私はあの日のあと学校に[重病・奇病者学業保証制度]の申請をしそれが受理され、自宅での勉強のみで卒業できるようになった。
これは私のように末期の癌やその他の珍しい病気で学校にいけない子達のために制定された制度で家でそれなりに勉強をし学校に提出すると単位が貰え1年間それを行うと卒業したことになる。しかし病気が悪化した際は、その時点で卒業出来るというもの。
制度が受理されたから私は学校へは行かず家にいて勉強したりしていた。元々仲の良い友達はいなかったので特別寂しいなどは感じない。ただ私も病人なんだなって改めて現実を突きつけられた見たいで少し嫌な感じだ。
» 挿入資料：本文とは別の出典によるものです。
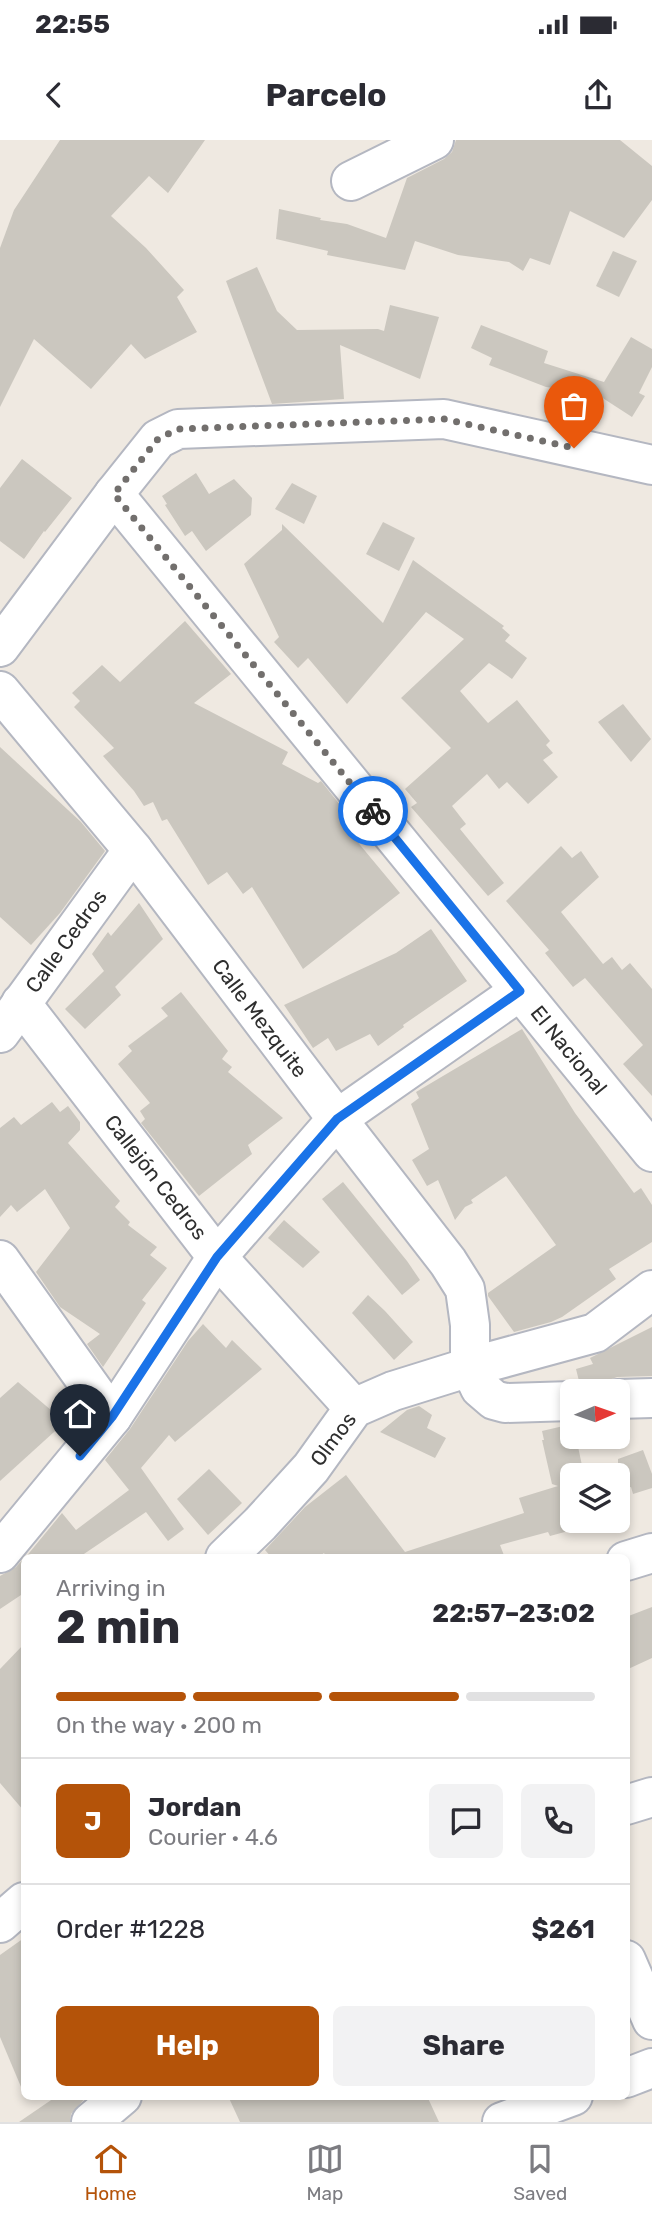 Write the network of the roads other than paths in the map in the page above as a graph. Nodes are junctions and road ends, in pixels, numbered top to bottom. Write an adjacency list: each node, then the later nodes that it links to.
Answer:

そんなことを考えるとやはり受け入れることが出来ず、涙が出てきて2日目も1日中泣いた。3日目は泣きすぎて腫れた顔ではあるが買い物に行こうとおもい外に出るとすると偶然にも彼に会った。「あ、あの、一昨日はすいませんでした。ありがとうございます。」と顔が腫れて恥ずかし為、俯きながら段々と声が小さくなってお礼を言うと彼は「ああ全然気にしないで、たまたま近くを通っただけだから、それより優ちゃんまた泣いてた?顔が赤いよ?」っと不意に顔を覗かれた私はビックリしてたじろいた途端(ガタッ)(えっなに?)現状が捉えきれてない私を「危ない!!」と言って彼は私を引き寄せた。その力になす術なく私は彼を抱きしめる形となった。「大丈夫?怪我はない?」そういった彼に「だ、大丈夫です」といい、ながら周りを見ると、すぐそこに階段があり落ちそうになっていた所を、助けてもらっていたということだ。そして今の状況を理解はしたがまた抱きしめてしまったことが恥ずかしく慌てて離れようとすると「また落ちるかもだから慌てないでね」っていいながらゆっくりと離れてくれ、彼もまた買い物に行くため出てきたということだったので、一緒に商店街まで行き買い物をしてきた。その帰り道、彼は名前を教えてくれた。「おれは美輝(ミキ)っていうんだ。」「まぁあまり自分の名前は好きじゃないんだよね…小さい時に男なのに女の名前みたいだーって言われていじめられてた事があってさ…」そういった彼をみてから俯きながら歩き(そんなことないよとっても綺麗で素敵な名前だな〜)と思ってふと顔を上げると彼が嬉しそうに「そんなふうに言ってくれるなんて嬉しいよ!ありがとう優ちゃん」(えっ?なんで美輝さん私の心が読めるの?)と焦った表情をしていると「今声に出てたよ(笑)」と笑っていた。ものすごく恥ずかしかったがお礼を言われて少し嬉しかった。その後もアパートに着くまで2人で色んな話をして、アパートが近くなった頃に昨日も泣いていたことを話すと彼は「…不安だよね……そだ!そんな不安を無くするには思い出を作ろう」「えっ?」突然のことに言葉を失う私に彼は「不安とか嫌なことがあるならそれに勝る良い思い出があれば大丈夫さ!!これから学校行かなくていいんだろ?ならおれと一緒に良い思い出作ろうよ」「は、はい…」その気迫に圧倒されて私は返事をしてしまった…が決していやではなかった、むしろ嬉しかった。友達のいない私にこんなことを言ってくれるなんて…「それじゃあとりあえず明日おれの部屋に来てくれよ、そこで思い出作りの会議をしよう。そうゆうことでまた明日ね」と言って彼は自分の部屋へ戻っていき廊下には私だけが残された。
「……ガチャ…バタン」少し廊下で立ち止まった後、静かに部屋へ戻り「パタパタパタ…ドサッ」台所へ行き買った食材を置き一つため息をつく。「はぁー…どうしよう!私男の人の部屋に行ったことないのに!何を着ていけばいいの?」ただ隣の部屋へ行くだけなのに小1時間くらい考えた。